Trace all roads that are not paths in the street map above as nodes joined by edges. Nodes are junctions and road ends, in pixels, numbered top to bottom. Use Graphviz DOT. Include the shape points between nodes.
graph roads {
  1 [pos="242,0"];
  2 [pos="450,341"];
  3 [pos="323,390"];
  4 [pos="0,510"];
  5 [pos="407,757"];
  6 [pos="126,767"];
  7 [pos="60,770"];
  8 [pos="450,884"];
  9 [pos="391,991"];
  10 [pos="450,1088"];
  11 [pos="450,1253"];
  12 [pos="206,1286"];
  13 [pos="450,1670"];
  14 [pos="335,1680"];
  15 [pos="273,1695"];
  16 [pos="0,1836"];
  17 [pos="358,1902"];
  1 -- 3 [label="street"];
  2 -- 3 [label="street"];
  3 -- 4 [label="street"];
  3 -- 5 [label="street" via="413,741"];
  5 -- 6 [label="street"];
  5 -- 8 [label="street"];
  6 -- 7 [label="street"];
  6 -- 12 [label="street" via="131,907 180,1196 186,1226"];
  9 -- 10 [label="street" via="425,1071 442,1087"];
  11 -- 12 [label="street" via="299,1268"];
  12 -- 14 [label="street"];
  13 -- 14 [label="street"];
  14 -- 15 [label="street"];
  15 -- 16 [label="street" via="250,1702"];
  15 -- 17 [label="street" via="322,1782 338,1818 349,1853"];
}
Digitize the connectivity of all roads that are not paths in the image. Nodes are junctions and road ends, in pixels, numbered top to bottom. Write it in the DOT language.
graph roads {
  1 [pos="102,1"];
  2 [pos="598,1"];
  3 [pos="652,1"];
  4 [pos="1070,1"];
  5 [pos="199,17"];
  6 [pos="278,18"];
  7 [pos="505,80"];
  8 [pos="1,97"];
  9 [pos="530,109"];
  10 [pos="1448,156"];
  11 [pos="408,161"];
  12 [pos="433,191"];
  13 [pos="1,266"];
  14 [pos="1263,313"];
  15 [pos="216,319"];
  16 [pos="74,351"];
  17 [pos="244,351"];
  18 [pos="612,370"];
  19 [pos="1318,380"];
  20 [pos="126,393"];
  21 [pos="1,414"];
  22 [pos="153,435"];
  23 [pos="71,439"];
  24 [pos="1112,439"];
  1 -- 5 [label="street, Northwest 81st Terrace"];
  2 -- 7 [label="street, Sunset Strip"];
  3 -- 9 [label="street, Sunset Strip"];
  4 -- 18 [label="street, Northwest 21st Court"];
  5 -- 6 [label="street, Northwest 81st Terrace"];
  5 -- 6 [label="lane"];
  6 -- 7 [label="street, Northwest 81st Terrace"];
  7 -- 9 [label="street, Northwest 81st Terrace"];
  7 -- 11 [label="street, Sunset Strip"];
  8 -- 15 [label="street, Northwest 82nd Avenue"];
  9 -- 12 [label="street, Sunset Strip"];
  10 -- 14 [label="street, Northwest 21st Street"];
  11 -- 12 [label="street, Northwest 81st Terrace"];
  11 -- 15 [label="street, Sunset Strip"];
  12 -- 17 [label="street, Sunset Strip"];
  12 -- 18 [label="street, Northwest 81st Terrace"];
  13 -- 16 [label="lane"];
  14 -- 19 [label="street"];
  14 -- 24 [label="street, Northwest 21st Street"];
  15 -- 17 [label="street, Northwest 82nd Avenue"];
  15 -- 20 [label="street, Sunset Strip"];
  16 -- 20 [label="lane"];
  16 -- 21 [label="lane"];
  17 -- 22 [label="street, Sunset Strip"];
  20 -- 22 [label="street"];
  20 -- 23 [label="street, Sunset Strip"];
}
=====
> WHAT THE EXERCISE ASKS
Produce a verbatim copy of each record above.

> EXERCISE RESULT
Trace all roads that are not paths in the street map above as nodes joined by edges. Nodes are junctions and road ends, in pixels, numbered top to bottom. Use Graphviz DOT. Include the shape points between nodes.
graph roads {
  1 [pos="242,0"];
  2 [pos="450,341"];
  3 [pos="323,390"];
  4 [pos="0,510"];
  5 [pos="407,757"];
  6 [pos="126,767"];
  7 [pos="60,770"];
  8 [pos="450,884"];
  9 [pos="391,991"];
  10 [pos="450,1088"];
  11 [pos="450,1253"];
  12 [pos="206,1286"];
  13 [pos="450,1670"];
  14 [pos="335,1680"];
  15 [pos="273,1695"];
  16 [pos="0,1836"];
  17 [pos="358,1902"];
  1 -- 3 [label="street"];
  2 -- 3 [label="street"];
  3 -- 4 [label="street"];
  3 -- 5 [label="street" via="413,741"];
  5 -- 6 [label="street"];
  5 -- 8 [label="street"];
  6 -- 7 [label="street"];
  6 -- 12 [label="street" via="131,907 180,1196 186,1226"];
  9 -- 10 [label="street" via="425,1071 442,1087"];
  11 -- 12 [label="street" via="299,1268"];
  12 -- 14 [label="street"];
  13 -- 14 [label="street"];
  14 -- 15 [label="street"];
  15 -- 16 [label="street" via="250,1702"];
  15 -- 17 [label="street" via="322,1782 338,1818 349,1853"];
}
Digitize the connectivity of all roads that are not paths in the image. Nodes are junctions and road ends, in pixels, numbered top to bottom. Write it in the DOT language.
graph roads {
  1 [pos="102,1"];
  2 [pos="598,1"];
  3 [pos="652,1"];
  4 [pos="1070,1"];
  5 [pos="199,17"];
  6 [pos="278,18"];
  7 [pos="505,80"];
  8 [pos="1,97"];
  9 [pos="530,109"];
  10 [pos="1448,156"];
  11 [pos="408,161"];
  12 [pos="433,191"];
  13 [pos="1,266"];
  14 [pos="1263,313"];
  15 [pos="216,319"];
  16 [pos="74,351"];
  17 [pos="244,351"];
  18 [pos="612,370"];
  19 [pos="1318,380"];
  20 [pos="126,393"];
  21 [pos="1,414"];
  22 [pos="153,435"];
  23 [pos="71,439"];
  24 [pos="1112,439"];
  1 -- 5 [label="street, Northwest 81st Terrace"];
  2 -- 7 [label="street, Sunset Strip"];
  3 -- 9 [label="street, Sunset Strip"];
  4 -- 18 [label="street, Northwest 21st Court"];
  5 -- 6 [label="street, Northwest 81st Terrace"];
  5 -- 6 [label="lane"];
  6 -- 7 [label="street, Northwest 81st Terrace"];
  7 -- 9 [label="street, Northwest 81st Terrace"];
  7 -- 11 [label="street, Sunset Strip"];
  8 -- 15 [label="street, Northwest 82nd Avenue"];
  9 -- 12 [label="street, Sunset Strip"];
  10 -- 14 [label="street, Northwest 21st Street"];
  11 -- 12 [label="street, Northwest 81st Terrace"];
  11 -- 15 [label="street, Sunset Strip"];
  12 -- 17 [label="street, Sunset Strip"];
  12 -- 18 [label="street, Northwest 81st Terrace"];
  13 -- 16 [label="lane"];
  14 -- 19 [label="street"];
  14 -- 24 [label="street, Northwest 21st Street"];
  15 -- 17 [label="street, Northwest 82nd Avenue"];
  15 -- 20 [label="street, Sunset Strip"];
  16 -- 20 [label="lane"];
  16 -- 21 [label="lane"];
  17 -- 22 [label="street, Sunset Strip"];
  20 -- 22 [label="street"];
  20 -- 23 [label="street, Sunset Strip"];
}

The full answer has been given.